▼

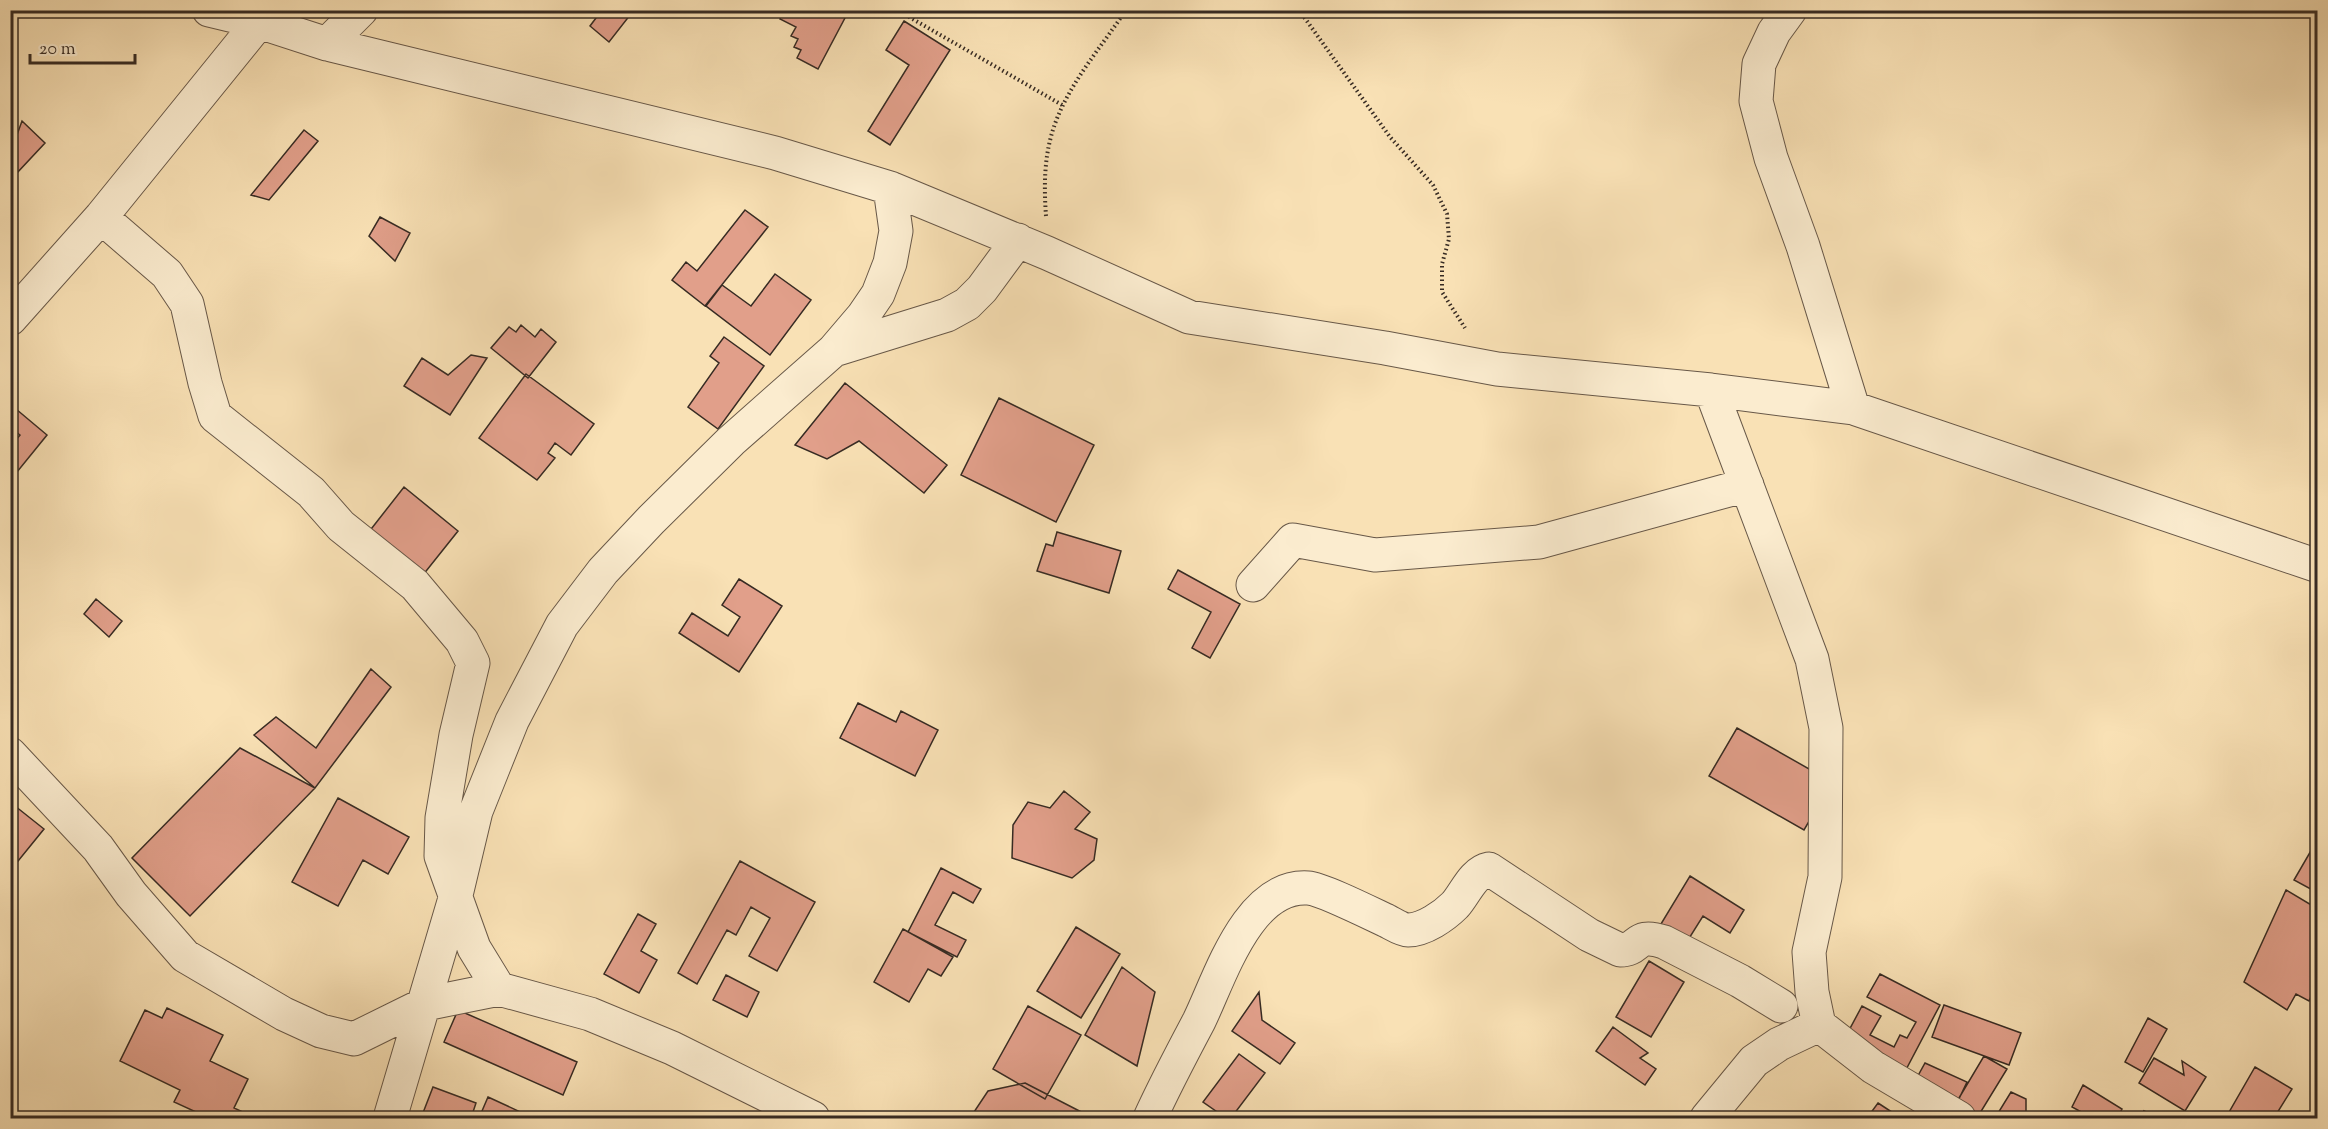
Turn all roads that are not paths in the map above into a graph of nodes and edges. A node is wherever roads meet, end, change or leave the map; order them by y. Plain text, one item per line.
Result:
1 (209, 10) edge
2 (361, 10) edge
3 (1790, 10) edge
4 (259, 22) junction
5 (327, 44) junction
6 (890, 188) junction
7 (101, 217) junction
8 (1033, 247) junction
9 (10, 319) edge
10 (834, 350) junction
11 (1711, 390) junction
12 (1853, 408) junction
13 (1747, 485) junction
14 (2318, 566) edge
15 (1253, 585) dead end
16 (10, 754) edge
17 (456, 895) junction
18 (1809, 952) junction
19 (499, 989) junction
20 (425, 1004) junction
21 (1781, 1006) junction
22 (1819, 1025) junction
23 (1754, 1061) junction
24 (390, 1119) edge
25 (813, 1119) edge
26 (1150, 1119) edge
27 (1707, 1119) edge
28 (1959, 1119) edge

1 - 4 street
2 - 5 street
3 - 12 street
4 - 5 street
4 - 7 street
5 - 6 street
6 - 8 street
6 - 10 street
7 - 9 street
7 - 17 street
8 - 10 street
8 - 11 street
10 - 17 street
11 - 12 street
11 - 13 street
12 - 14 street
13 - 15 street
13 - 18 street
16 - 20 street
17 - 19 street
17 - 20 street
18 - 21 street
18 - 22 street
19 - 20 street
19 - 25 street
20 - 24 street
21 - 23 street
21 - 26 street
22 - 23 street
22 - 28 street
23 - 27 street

▲
▼

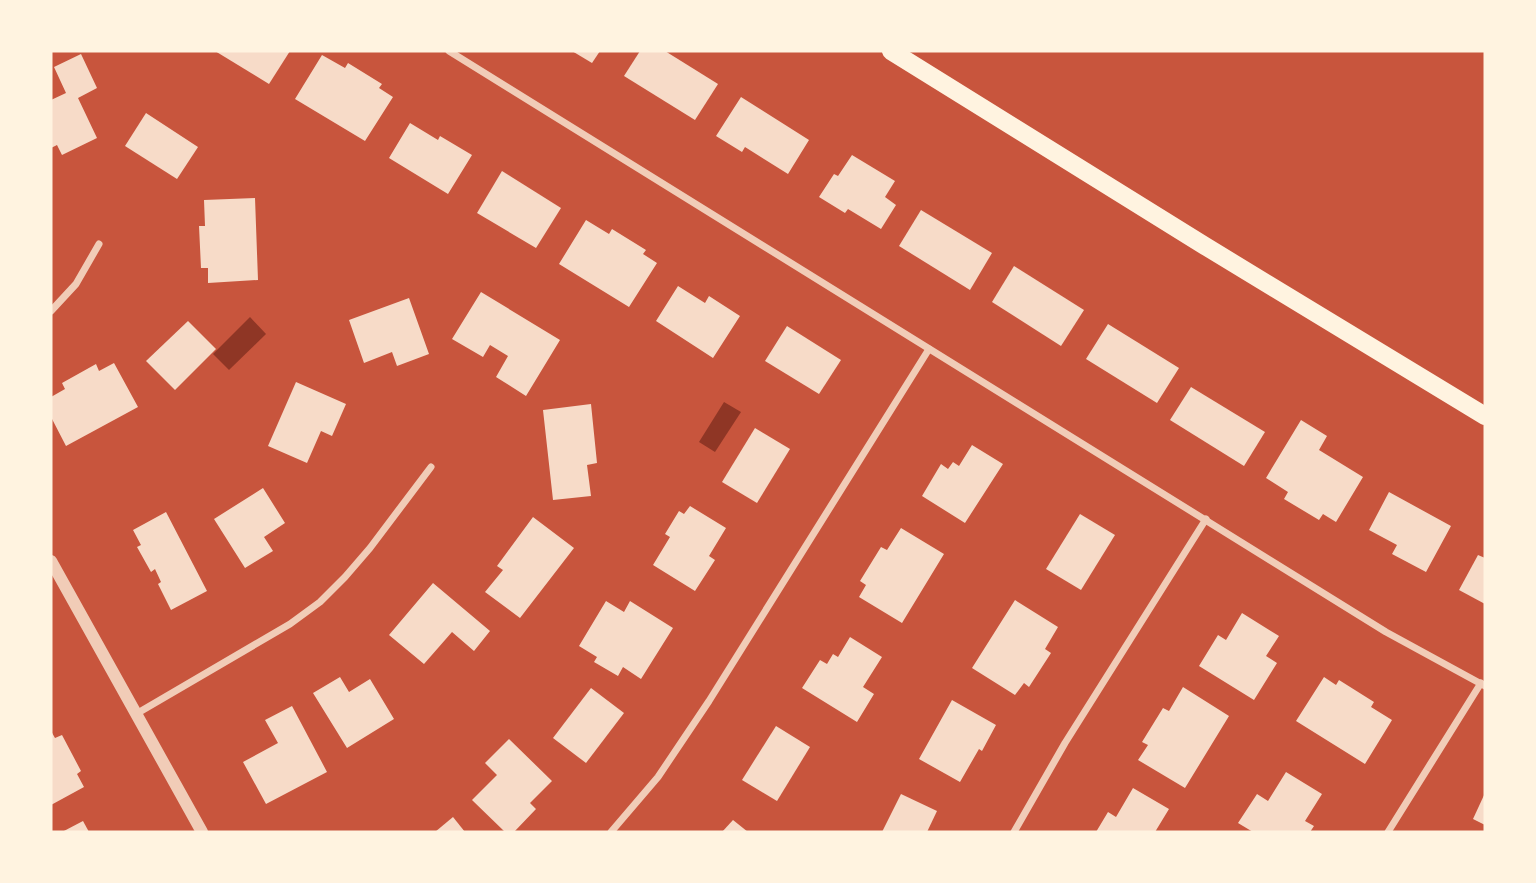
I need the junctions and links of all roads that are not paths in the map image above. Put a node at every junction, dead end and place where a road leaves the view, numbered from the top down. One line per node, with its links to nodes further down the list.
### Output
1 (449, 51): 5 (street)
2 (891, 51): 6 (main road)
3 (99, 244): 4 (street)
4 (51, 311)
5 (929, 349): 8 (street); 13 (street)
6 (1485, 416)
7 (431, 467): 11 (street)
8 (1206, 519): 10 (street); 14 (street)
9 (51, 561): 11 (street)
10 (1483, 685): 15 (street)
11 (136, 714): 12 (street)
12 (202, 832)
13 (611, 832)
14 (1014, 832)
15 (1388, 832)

▲

About this task: Please return all lines in the material above that include the word "nodes".

Output for this task:
Turn all roads that are not paths in the map above into a graph of nodes and edges. A node is wherever roads meet, end, change or leave the map; order them by y. Plain text, one item per line.
I need the junctions and links of all roads that are not paths in the map image above. Put a node at every junction, dead end and place where a road leaves the view, numbered from the top down. One line per node, with its links to nodes further down the list.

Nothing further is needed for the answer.